◆ **PROBLEM STATEMENT**: In these records, how many lines contain "bridge"? Please reply with the number only.

DATASET EXTRACT START

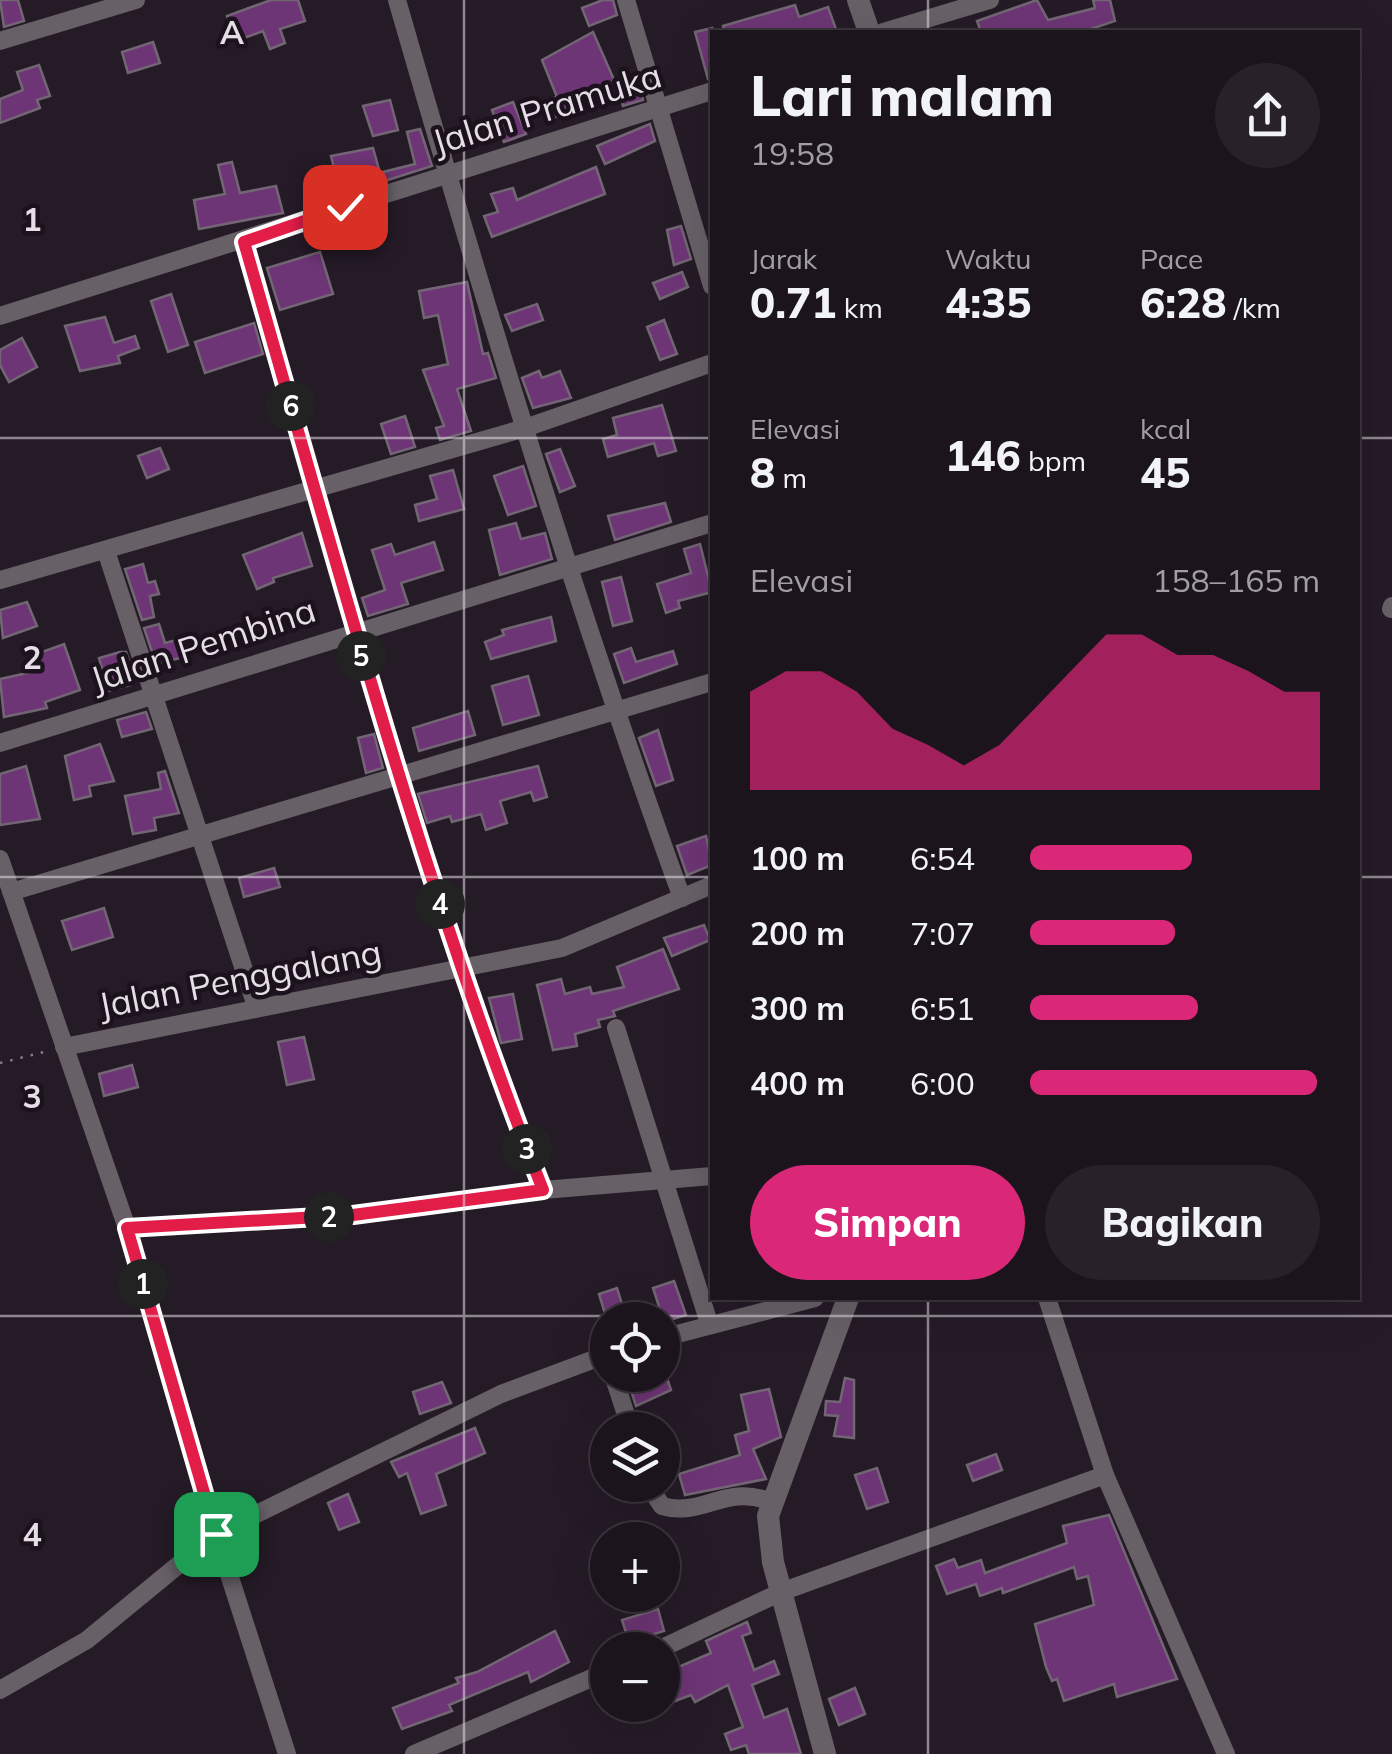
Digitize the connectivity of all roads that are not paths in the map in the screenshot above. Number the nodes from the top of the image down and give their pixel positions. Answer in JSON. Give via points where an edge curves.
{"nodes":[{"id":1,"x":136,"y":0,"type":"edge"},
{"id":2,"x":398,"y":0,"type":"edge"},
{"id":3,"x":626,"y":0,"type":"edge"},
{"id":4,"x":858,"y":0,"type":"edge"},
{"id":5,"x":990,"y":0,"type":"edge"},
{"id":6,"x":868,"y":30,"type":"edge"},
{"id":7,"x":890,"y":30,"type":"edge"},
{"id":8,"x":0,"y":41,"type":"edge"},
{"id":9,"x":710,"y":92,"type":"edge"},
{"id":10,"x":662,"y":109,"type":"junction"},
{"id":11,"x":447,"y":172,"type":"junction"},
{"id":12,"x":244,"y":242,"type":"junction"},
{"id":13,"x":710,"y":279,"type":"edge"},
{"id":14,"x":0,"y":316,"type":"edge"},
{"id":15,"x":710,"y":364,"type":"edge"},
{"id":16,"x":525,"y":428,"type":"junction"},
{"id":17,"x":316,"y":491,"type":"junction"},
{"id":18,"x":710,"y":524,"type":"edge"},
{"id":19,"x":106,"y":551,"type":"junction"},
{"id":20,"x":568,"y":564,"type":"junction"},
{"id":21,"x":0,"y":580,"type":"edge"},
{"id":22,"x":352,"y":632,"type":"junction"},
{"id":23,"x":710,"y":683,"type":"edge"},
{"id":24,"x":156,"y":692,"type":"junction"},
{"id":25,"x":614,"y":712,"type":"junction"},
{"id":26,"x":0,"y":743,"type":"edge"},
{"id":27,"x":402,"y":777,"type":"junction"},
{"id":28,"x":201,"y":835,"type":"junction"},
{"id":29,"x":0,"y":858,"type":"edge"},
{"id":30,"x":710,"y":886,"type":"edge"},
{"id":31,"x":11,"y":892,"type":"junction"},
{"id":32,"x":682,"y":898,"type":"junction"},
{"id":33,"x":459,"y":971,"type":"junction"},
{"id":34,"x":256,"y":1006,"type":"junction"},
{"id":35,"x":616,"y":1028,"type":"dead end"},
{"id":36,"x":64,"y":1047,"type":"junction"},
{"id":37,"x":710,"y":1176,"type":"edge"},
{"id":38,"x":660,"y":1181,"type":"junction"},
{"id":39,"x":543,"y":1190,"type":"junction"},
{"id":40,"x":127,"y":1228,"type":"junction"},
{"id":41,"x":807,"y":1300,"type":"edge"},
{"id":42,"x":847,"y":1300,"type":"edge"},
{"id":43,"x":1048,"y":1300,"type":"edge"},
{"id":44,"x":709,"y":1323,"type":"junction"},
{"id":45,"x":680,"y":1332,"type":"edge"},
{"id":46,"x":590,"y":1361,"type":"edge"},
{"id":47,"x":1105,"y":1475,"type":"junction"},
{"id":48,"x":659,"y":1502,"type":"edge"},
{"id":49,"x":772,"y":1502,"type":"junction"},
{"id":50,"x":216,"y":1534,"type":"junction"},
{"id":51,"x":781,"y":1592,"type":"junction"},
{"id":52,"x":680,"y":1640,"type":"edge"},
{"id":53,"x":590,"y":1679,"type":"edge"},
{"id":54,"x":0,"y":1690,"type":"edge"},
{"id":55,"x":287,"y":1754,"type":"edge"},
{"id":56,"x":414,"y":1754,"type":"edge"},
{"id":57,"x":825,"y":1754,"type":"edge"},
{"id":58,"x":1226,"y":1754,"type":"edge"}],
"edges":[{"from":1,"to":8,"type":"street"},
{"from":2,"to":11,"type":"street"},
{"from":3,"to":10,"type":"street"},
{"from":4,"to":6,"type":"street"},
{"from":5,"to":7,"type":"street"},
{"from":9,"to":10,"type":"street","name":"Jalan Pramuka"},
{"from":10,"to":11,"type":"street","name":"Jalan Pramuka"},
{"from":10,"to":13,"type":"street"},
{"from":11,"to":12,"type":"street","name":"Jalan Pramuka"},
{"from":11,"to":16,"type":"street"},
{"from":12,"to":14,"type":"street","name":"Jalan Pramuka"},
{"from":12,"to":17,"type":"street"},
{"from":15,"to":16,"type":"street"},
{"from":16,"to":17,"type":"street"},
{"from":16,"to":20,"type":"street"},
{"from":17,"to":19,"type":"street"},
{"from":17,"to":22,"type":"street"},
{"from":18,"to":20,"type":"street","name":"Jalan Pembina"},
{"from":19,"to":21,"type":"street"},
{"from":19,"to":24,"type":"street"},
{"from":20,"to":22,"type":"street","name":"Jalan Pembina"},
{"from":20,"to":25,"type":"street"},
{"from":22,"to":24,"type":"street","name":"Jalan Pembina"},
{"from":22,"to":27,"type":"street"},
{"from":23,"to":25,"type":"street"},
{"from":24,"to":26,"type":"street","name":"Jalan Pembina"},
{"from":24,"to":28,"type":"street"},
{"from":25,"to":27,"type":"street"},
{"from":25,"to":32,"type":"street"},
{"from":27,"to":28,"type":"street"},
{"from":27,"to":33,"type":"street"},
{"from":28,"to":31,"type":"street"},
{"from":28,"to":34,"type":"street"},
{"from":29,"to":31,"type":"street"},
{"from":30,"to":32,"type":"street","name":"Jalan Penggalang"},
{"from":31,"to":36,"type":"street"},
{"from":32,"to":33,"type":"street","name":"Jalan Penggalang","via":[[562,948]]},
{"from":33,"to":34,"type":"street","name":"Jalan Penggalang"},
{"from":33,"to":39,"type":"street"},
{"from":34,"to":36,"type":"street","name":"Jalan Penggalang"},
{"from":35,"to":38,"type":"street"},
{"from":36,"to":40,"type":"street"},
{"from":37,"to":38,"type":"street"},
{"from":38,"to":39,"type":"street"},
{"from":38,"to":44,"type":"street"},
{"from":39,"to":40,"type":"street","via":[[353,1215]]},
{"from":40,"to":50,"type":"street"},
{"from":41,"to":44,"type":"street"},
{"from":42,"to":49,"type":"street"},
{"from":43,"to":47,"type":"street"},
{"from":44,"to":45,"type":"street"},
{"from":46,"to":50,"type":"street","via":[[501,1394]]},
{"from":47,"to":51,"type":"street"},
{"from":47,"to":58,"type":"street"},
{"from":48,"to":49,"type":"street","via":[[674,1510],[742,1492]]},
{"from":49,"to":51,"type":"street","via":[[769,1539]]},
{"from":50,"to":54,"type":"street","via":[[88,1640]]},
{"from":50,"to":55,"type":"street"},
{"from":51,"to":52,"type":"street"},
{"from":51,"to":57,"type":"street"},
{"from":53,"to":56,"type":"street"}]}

DATASET EXTRACT END
DATASET EXTRACT START

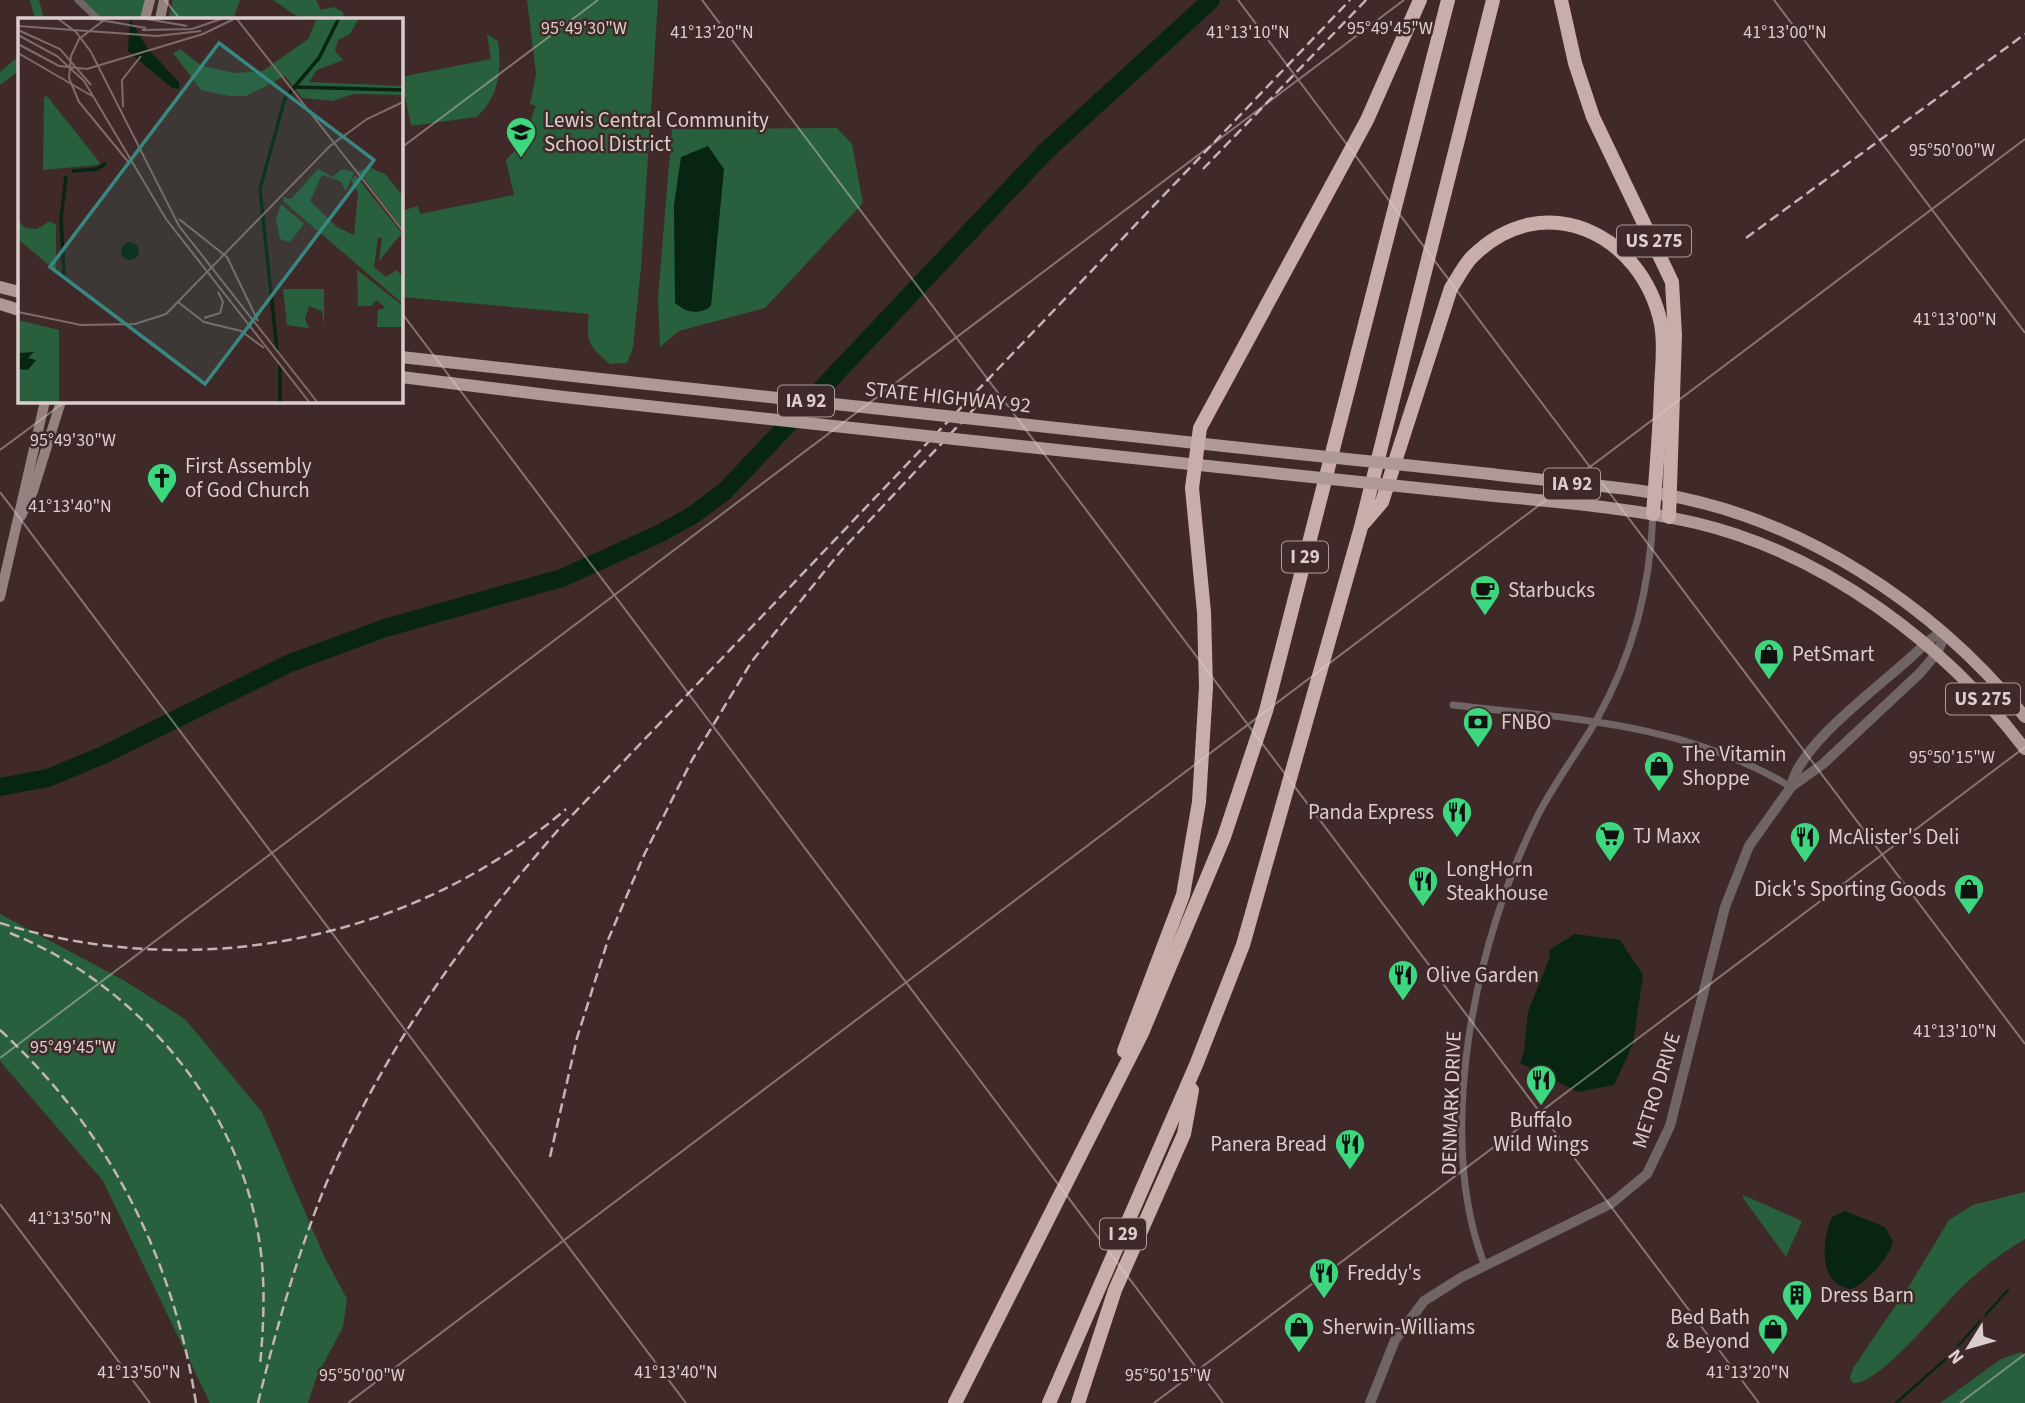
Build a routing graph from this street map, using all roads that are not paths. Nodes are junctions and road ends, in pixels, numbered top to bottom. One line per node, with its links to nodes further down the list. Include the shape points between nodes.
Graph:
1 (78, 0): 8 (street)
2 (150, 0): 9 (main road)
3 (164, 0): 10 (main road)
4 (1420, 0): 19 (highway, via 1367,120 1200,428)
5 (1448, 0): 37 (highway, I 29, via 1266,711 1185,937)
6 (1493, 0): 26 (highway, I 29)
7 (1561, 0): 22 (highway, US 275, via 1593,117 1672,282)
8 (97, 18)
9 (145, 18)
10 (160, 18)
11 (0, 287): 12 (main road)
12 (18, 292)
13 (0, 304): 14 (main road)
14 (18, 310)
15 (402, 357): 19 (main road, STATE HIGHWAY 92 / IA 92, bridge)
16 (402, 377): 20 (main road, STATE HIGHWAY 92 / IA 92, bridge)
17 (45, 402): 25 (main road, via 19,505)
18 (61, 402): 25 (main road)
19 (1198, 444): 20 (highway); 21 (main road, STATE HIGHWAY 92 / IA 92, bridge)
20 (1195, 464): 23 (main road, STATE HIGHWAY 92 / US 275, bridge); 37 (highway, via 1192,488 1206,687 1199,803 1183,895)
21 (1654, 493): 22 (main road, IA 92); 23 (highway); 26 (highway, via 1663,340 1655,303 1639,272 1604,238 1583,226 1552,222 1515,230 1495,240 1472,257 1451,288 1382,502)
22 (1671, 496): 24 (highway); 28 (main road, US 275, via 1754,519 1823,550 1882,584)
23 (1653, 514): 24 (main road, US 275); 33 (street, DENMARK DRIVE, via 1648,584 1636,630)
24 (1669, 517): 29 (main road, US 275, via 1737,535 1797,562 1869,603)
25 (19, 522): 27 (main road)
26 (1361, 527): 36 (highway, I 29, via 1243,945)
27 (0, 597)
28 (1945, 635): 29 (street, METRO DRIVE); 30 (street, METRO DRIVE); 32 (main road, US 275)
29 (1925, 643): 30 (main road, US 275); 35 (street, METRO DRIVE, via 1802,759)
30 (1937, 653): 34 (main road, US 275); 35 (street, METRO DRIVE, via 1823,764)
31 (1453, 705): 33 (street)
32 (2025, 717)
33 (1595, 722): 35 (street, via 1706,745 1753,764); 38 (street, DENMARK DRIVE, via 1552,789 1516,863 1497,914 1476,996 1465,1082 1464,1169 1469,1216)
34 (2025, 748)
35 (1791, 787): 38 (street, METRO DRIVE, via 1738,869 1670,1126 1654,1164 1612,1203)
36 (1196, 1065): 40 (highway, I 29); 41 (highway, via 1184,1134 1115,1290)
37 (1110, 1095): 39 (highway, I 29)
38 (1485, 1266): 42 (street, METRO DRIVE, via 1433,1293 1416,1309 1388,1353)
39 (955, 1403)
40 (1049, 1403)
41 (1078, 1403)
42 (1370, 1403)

DATASET EXTRACT END

◆ **SOLUTION TO THE PROBLEM**: 4